Dombrowski: Pablo Sandoval has 'great deal going on' in shoulder

BOSTON -- Just when you thought the Pablo Sandoval saga couldn't get any stranger, it took another twist Friday, with news that Sandoval has an appointment next week with noted orthopedist Dr. James Andrews.

Sandoval, who was placed on the disabled list Wednesday before any medical testing, underwent an MRI exam Thursday that revealed "a great deal going on in his left shoulder," according to Red Sox president of baseball operations Dave Dombrowski.

Dombrowski, citing medical privacy laws, declined to discuss specific details but said the MRI results were sent to Andrews for a second opinion, and Sandoval will meet with Andrews on Monday.

"Then we will have a disclosure at that point on what actually is involved with his shoulder," Dombrowski said. "Until we get the second opinion, we're going to wait to make any kind of statements on that because we want to make sure whatever is diagnosed is the proper one."

Sandoval characterized the MRI results as "pretty bad" and said his shoulder remains "sore." He said he wants to see Andrews in hopes of avoiding surgery.

"I don't know if I'm going to have surgery. I'm just going to see what happened," Sandoval said after the Red Sox's 5-3 victory over the Blue Jays. "What's the opinion? How can I get back as soon as possible? I just want to know what's going on in there."

Dombrowski, when asked about the possibility of surgery for Sandoval, said, "I'm not going to speculate on anything, but I won't rule anything out, either."

For now, Dombrowski said, the Red Sox will continue to term the injury a "strain."

The Red Sox were unaware of Sandoval's shoulder problem until he reported to Fenway Park on Wednesday. Even Sandoval was unable to pinpoint when or how the injury occurred, except to say he was unable to lift his left arm when he woke Wednesday.

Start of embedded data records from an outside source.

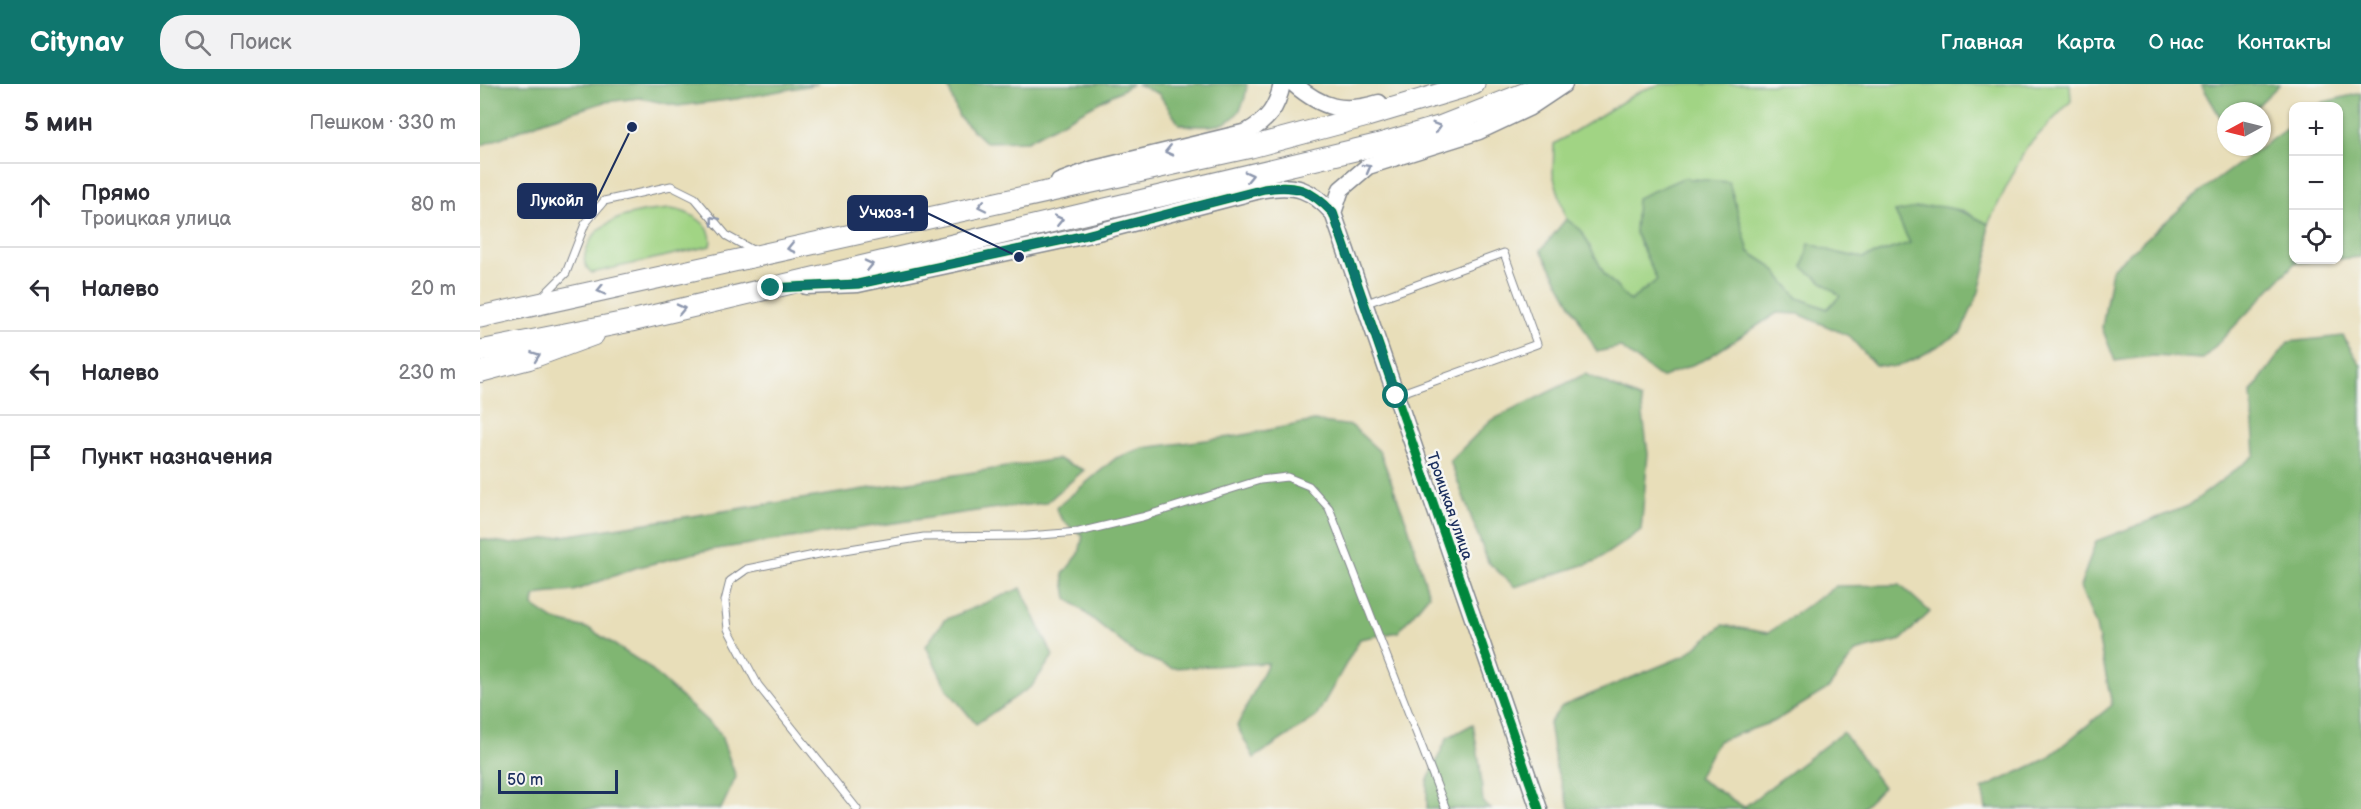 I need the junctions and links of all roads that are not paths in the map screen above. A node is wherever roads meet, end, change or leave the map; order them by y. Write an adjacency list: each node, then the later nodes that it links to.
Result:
1 (1282, 84): 7 (street, one-way to 7)
2 (1294, 84): 3 (street)
3 (1443, 84)
4 (1474, 84): 7 (highway)
5 (1549, 84): 10 (highway, one-way to 5)
6 (1564, 84): 8 (street, one-way to 6)
7 (1021, 197): 9 (highway, one-way to 9)
8 (1333, 213): 10 (street); 11 (street, Троицкая улица)
9 (760, 255): 12 (highway, one-way to 12); 12 (lane, one-way to 12)
10 (771, 288): 14 (highway, one-way to 10)
11 (1364, 304): 17 (street, Троицкая улица); 17 (lane)
12 (534, 305): 13 (highway)
13 (486, 315)
14 (632, 321): 15 (highway); 16 (main road, one-way to 14)
15 (480, 351)
16 (480, 372)
17 (1396, 396): 20 (street, Троицкая улица)
18 (857, 809): 19 (lane)
19 (1446, 809)
20 (1539, 809)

On Friday, Sandoval refuted a report that he has asked the Red Sox to trade him if he's not going to play every day.

"I was talking the other day, and I told them, 'I'm happy with all the decisions you guys made,'" he said. "The team is going to be better that way. I'm going to be happy. I'm going to continue to work hard, continue to do my job."

Said Dombrowski, "I know he wants to play every day, but he also understands the situation."

Sandoval, who signed a five-year, $95 million deal with Boston in November 2014, reported to spring training without having lost much weight since last season. On Thursday, a former personal trainer said Sandoval needs "a babysitter" to watch over him and keep him from overeating, a temptation for Sandoval that the trainer likened to alcoholism.

The Red Sox made Sandoval compete for his job in the spring, and after missing a week in mid-March because of a back injury suffered while diving for a ground ball, Sandoval was beaten by Travis Shaw.

Rick Thurman, Sandoval's agent, advocated for his client at the end of spring training by telling MLB Network, "If you want to win, why leave the Ferrari in the garage?" Although that comment probably reflected Sandoval's feelings, he disavowed them publicly. He said the sentiment "didn't come from me" and claimed he understood why the Sox opted for Shaw.

Sandoval was 0-for-6 with four strikeouts in his limited bench role, and in his lone start Saturday in Toronto, his belt buckle broke during a swing. Manager John Farrell didn't use Sandoval in a pinch-hitting role Monday, even though righty-swinging Chris Young was clearly overmatched by hard-throwing Baltimore Orioles right-hander Mychal Givens.

Sandoval wasn't going to be in the lineup Wednesday, despite his solid career numbers (14-for-39, two homers) against Orioles starter Ubaldo Jimenez.